(Records from a data source)
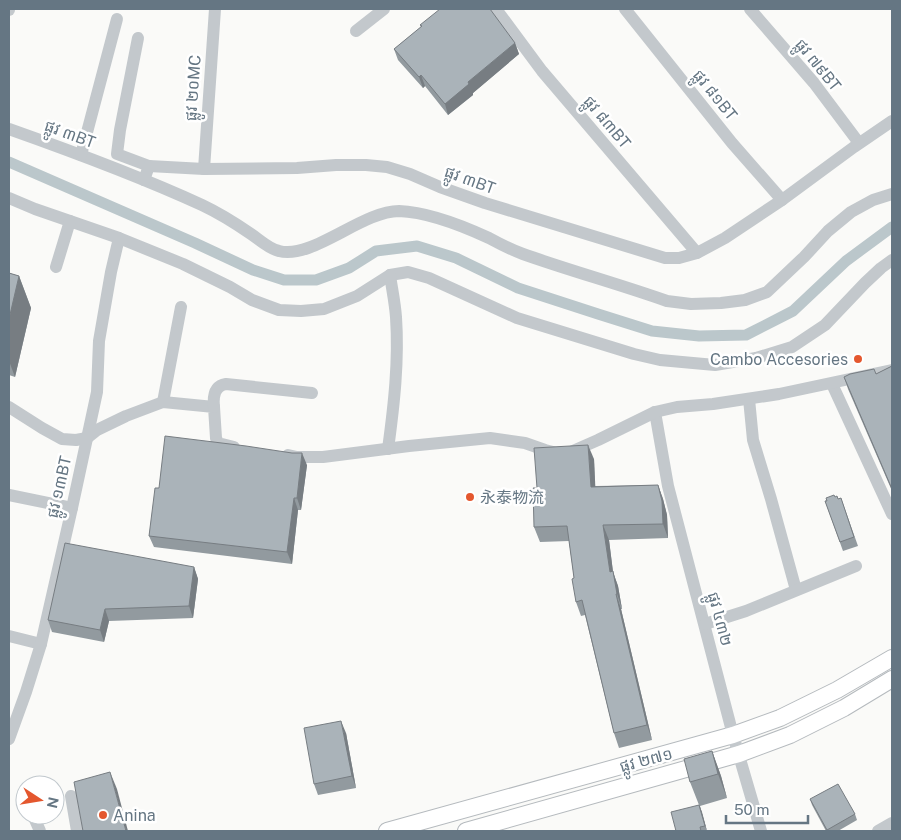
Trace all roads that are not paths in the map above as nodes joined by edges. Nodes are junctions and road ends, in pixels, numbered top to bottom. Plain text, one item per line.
1 (215, 9) edge
2 (384, 9) edge
3 (496, 9) edge
4 (625, 9) edge
5 (750, 9) edge
6 (117, 19) dead end
7 (356, 30) dead end
8 (138, 38) dead end
9 (892, 121) edge
10 (9, 129) edge
11 (859, 143) junction
12 (80, 155) junction
13 (149, 166) junction
14 (204, 169) junction
15 (144, 180) junction
16 (892, 194) edge
17 (9, 198) edge
18 (782, 200) junction
19 (70, 221) junction
20 (119, 238) junction
21 (697, 253) junction
22 (892, 260) edge
23 (56, 267) dead end
24 (390, 275) junction
25 (180, 307) dead end
26 (892, 370) edge
27 (832, 384) junction
28 (312, 393) dead end
29 (748, 400) junction
30 (163, 402) junction
31 (9, 407) edge
32 (214, 407) junction
33 (655, 412) junction
34 (87, 438) junction
35 (242, 448) edge
36 (388, 449) junction
37 (279, 454) edge
38 (9, 494) edge
39 (72, 508) junction
40 (892, 514) edge
41 (856, 566) dead end
42 (796, 590) junction
43 (704, 624) junction
44 (9, 636) edge
45 (40, 644) junction
46 (892, 658) edge
47 (892, 679) edge
48 (734, 735) junction
49 (9, 739) edge
50 (739, 754) junction
51 (71, 796) dead end
52 (892, 823) edge
53 (76, 831) edge
54 (387, 831) edge
55 (466, 831) edge
56 (761, 831) edge
57 (878, 831) edge

1 - 14 street, ផ្លូវ ២០MC
2 - 7 street
3 - 21 street, ផ្លូវ ៨៣BT
4 - 18 street, ផ្លូវ ៨១BT
5 - 11 street, ផ្លូវ ៧៩BT
6 - 12 street
8 - 13 street, ផ្លូវ ៣BT
9 - 11 street, ផ្លូវ ៣BT
10 - 12 street, ផ្លូវ ៣BT
11 - 18 street, ផ្លូវ ៣BT
12 - 15 street, ផ្លូវ ៣BT
13 - 14 street, ផ្លូវ ៣BT
13 - 15 street
14 - 21 street, ផ្លូវ ៣BT
15 - 16 street, ផ្លូវ ៣BT
17 - 19 street
18 - 21 street, ផ្លូវ ៣BT
19 - 20 street
19 - 23 street
20 - 24 street
20 - 34 street, ផ្លូវ ១៣BT
22 - 24 street
24 - 36 street
25 - 30 street
26 - 27 street
27 - 29 street
27 - 40 street
28 - 32 street
29 - 33 street
29 - 42 street
30 - 32 street
30 - 34 street
31 - 34 street
32 - 35 street
33 - 36 street
33 - 43 street, ផ្លូវ ៤៣២
34 - 39 street, ផ្លូវ ១៣BT
36 - 37 street
38 - 39 street
39 - 45 street, ផ្លូវ ១៣BT
41 - 42 street
42 - 43 street
43 - 48 street, ផ្លូវ ៤៣២
44 - 45 street
45 - 49 street, ផ្លូវ ១៣BT
46 - 48 main road, ផ្លូវ ២៧១
47 - 50 main road, ផ្លូវ ២៧១
48 - 50 street, ផ្លូវ ៤៣២
48 - 54 main road, ផ្លូវ ២៧១
50 - 55 main road, ផ្លូវ ២៧១
50 - 56 street, ផ្លូវ ៤៣២
51 - 53 street
52 - 57 street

- PROBLEM TO SOLVE -
Apart from the pictures, the entries above are to be repeated in full and exactly.

- ANSWER SECTION -
Trace all roads that are not paths in the map above as nodes joined by edges. Nodes are junctions and road ends, in pixels, numbered top to bottom. Plain text, one item per line.
1 (215, 9) edge
2 (384, 9) edge
3 (496, 9) edge
4 (625, 9) edge
5 (750, 9) edge
6 (117, 19) dead end
7 (356, 30) dead end
8 (138, 38) dead end
9 (892, 121) edge
10 (9, 129) edge
11 (859, 143) junction
12 (80, 155) junction
13 (149, 166) junction
14 (204, 169) junction
15 (144, 180) junction
16 (892, 194) edge
17 (9, 198) edge
18 (782, 200) junction
19 (70, 221) junction
20 (119, 238) junction
21 (697, 253) junction
22 (892, 260) edge
23 (56, 267) dead end
24 (390, 275) junction
25 (180, 307) dead end
26 (892, 370) edge
27 (832, 384) junction
28 (312, 393) dead end
29 (748, 400) junction
30 (163, 402) junction
31 (9, 407) edge
32 (214, 407) junction
33 (655, 412) junction
34 (87, 438) junction
35 (242, 448) edge
36 (388, 449) junction
37 (279, 454) edge
38 (9, 494) edge
39 (72, 508) junction
40 (892, 514) edge
41 (856, 566) dead end
42 (796, 590) junction
43 (704, 624) junction
44 (9, 636) edge
45 (40, 644) junction
46 (892, 658) edge
47 (892, 679) edge
48 (734, 735) junction
49 (9, 739) edge
50 (739, 754) junction
51 (71, 796) dead end
52 (892, 823) edge
53 (76, 831) edge
54 (387, 831) edge
55 (466, 831) edge
56 (761, 831) edge
57 (878, 831) edge

1 - 14 street, ផ្លូវ ២០MC
2 - 7 street
3 - 21 street, ផ្លូវ ៨៣BT
4 - 18 street, ផ្លូវ ៨១BT
5 - 11 street, ផ្លូវ ៧៩BT
6 - 12 street
8 - 13 street, ផ្លូវ ៣BT
9 - 11 street, ផ្លូវ ៣BT
10 - 12 street, ផ្លូវ ៣BT
11 - 18 street, ផ្លូវ ៣BT
12 - 15 street, ផ្លូវ ៣BT
13 - 14 street, ផ្លូវ ៣BT
13 - 15 street
14 - 21 street, ផ្លូវ ៣BT
15 - 16 street, ផ្លូវ ៣BT
17 - 19 street
18 - 21 street, ផ្លូវ ៣BT
19 - 20 street
19 - 23 street
20 - 24 street
20 - 34 street, ផ្លូវ ១៣BT
22 - 24 street
24 - 36 street
25 - 30 street
26 - 27 street
27 - 29 street
27 - 40 street
28 - 32 street
29 - 33 street
29 - 42 street
30 - 32 street
30 - 34 street
31 - 34 street
32 - 35 street
33 - 36 street
33 - 43 street, ផ្លូវ ៤៣២
34 - 39 street, ផ្លូវ ១៣BT
36 - 37 street
38 - 39 street
39 - 45 street, ផ្លូវ ១៣BT
41 - 42 street
42 - 43 street
43 - 48 street, ផ្លូវ ៤៣២
44 - 45 street
45 - 49 street, ផ្លូវ ១៣BT
46 - 48 main road, ផ្លូវ ២៧១
47 - 50 main road, ផ្លូវ ២៧១
48 - 50 street, ផ្លូវ ៤៣២
48 - 54 main road, ផ្លូវ ២៧១
50 - 55 main road, ផ្លូវ ២៧១
50 - 56 street, ផ្លូវ ៤៣២
51 - 53 street
52 - 57 street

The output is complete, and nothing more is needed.